Ces rues abritaient bien sûr des familles de civils. Voitures renversées au sommet de restes d’immeubles éventrés, comme si une tornade les y avait déposées. Objets cassés émergeant des gravats. Restes de vêtements, de chaussures et de jouets appartenant à des enfants désormais réfugiés dans des camps sordides pour les personnes déplacées par la guerre. Tant de vies fauchées. Des milliers de personnes ont été prises au piège dans une ville en proie à la guerre, comme Rasha et Abdulwahab Badran qui ont perdu Tulip, leur petite fille d’un an mais aussi 38 autres membres de leur famille dans les frappes menées par la coalition alors qu’ils fuyaient d’un endroit à un autre. «Je ne comprends pas pourquoi nous avons été bombardés, nous a dit Rasha. Comment les avions de surveillance n’ont-ils pas vu que nous étions des familles de civils?»

Il y a aussi la famille Hashish, trop pauvre pour payer les sommes extravagantes exigées par les passeurs affiliés à l’EI pour fuir la ville. Lorsque sept membres de la famille ont péri, déchiquetés dans l’explosion d’une mine posée par l’EI, ceux qui ont survécu n’ont eu d’autre choix que de retourner dans leur modeste maison à un étage et attendre que leur destin soit scellé. Cela n’a pas pris très longtemps. Une frappe aérienne de la coalition a détruit leur maison, emportant neuf membres de la famille, principalement des femmes et des enfants.

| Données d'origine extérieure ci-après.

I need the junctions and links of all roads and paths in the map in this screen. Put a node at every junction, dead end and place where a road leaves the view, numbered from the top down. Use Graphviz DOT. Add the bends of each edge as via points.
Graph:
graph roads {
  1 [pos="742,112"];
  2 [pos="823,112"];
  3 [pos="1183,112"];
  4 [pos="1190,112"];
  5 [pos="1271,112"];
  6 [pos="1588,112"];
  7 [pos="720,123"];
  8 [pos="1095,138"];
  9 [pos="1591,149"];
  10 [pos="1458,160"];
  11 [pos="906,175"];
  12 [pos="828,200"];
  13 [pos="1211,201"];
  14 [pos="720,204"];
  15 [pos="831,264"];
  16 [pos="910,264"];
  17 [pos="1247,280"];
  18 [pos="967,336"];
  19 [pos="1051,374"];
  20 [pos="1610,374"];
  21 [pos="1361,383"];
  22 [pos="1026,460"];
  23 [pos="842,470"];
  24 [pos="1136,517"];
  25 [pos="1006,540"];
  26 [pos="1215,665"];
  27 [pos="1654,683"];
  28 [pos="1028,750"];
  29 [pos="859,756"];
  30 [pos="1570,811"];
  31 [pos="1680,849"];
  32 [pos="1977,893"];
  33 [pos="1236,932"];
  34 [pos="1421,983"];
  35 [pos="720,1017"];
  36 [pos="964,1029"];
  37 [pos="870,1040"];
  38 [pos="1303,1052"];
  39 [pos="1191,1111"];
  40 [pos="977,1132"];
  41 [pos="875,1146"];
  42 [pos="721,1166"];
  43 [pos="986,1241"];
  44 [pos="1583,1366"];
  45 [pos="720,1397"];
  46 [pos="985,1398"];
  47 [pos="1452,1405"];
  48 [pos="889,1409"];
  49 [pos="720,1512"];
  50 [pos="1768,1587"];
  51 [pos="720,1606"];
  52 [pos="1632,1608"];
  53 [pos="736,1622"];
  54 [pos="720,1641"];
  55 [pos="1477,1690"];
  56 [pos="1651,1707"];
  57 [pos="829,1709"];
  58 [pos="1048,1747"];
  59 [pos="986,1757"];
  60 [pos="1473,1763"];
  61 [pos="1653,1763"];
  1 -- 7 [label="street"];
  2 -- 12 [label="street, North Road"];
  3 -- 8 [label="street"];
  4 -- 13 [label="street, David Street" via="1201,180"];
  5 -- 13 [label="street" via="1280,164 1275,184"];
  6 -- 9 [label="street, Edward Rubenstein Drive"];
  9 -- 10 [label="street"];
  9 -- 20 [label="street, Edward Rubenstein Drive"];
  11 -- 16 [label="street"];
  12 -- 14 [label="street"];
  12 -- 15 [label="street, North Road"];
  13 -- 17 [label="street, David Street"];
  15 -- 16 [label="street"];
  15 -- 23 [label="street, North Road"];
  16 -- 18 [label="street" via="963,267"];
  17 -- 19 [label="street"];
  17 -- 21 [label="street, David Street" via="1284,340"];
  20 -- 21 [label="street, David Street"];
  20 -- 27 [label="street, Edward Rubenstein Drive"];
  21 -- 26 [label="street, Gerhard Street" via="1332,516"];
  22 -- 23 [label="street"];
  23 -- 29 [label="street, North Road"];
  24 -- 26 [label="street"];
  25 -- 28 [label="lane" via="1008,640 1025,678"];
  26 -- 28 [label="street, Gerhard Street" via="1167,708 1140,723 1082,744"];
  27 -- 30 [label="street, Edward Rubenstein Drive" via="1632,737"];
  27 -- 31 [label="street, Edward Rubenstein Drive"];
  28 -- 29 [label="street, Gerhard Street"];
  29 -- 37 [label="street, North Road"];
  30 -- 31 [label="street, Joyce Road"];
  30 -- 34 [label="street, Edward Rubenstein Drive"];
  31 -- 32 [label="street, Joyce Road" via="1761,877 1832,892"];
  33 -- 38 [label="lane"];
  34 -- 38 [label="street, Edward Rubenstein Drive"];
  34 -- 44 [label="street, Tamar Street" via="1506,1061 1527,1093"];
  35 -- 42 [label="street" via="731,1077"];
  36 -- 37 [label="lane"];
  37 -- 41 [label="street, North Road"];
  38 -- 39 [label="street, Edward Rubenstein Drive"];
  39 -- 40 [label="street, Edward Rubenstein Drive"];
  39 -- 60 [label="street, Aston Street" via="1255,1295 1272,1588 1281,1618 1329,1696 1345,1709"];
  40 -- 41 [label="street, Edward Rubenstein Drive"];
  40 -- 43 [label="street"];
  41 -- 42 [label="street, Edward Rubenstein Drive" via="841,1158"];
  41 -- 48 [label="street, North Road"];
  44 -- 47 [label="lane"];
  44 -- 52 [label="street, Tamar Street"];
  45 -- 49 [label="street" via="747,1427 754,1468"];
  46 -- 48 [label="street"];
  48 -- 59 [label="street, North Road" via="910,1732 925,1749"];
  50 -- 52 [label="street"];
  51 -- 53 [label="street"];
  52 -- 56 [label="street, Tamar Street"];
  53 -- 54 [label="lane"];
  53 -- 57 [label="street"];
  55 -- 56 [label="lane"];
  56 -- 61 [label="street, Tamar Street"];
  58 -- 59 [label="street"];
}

Parmi ceux qui avaient les moyens de partir, beaucoup sont restés pour protéger leurs maisons et leurs commerces ou leurs entreprises, bâtis au prix d’années de dur labeur. Dans certains cas, les familles ont subi la loi brutale de l’EI et se sont défendues contre le pillage des troupes au sol pour finir par voir le travail d’une vie réduit en poussière en une seconde par les frappes aériennes de la coalition.

Il y avait aussi les victimes anonymes trouvées parmi les décombres, comme ces trois très jeunes enfants écrasés par l’écroulement d’un mur suite à une frappe aérienne de la coalition dans le quartier de Harat al Badu. L’homme qui était revenu dans sa maison et les avait découverts nous a dit qu’il les avait enterrés dans un jardin et qu’il avait marqué le lieu au cas où leurs proches reviendraient un jour. «Rester, c’était mourir et tenter de fuir, c’était mourir». Munira, mère de neuf enfants ayant survécu aux frappes, a résumé en ces mots la situation des civils pris au piège des combats dans la ville assiégée. Sans possibilité de communiquer par Internet ou par téléphone, éviter les dangers mortels revenait à tâtonner dans le noir.

Durant l’offensive, les forces de la coalition regroupant les Etats-Unis, le Royaume-Uni et la France ont procédé à des milliers de frappes aériennes et des dizaines de milliers de tirs d’artillerie à Raqqa, touchant pratiquement toutes les rues. Nous ne saurons peut-être jamais combien de civils ont été tués. Les commandants de la coalition insistent sur la précision des frappes aériennes. Cependant, celle-ci dépend de l’exactitude des informations relatives aux cibles. En outre, il faut prendre en compte la taille des bombes larguées. À de nombreuses reprises, nous avons vu des bâtiments entièrement détruits par les frappes aériennes à Raqqa.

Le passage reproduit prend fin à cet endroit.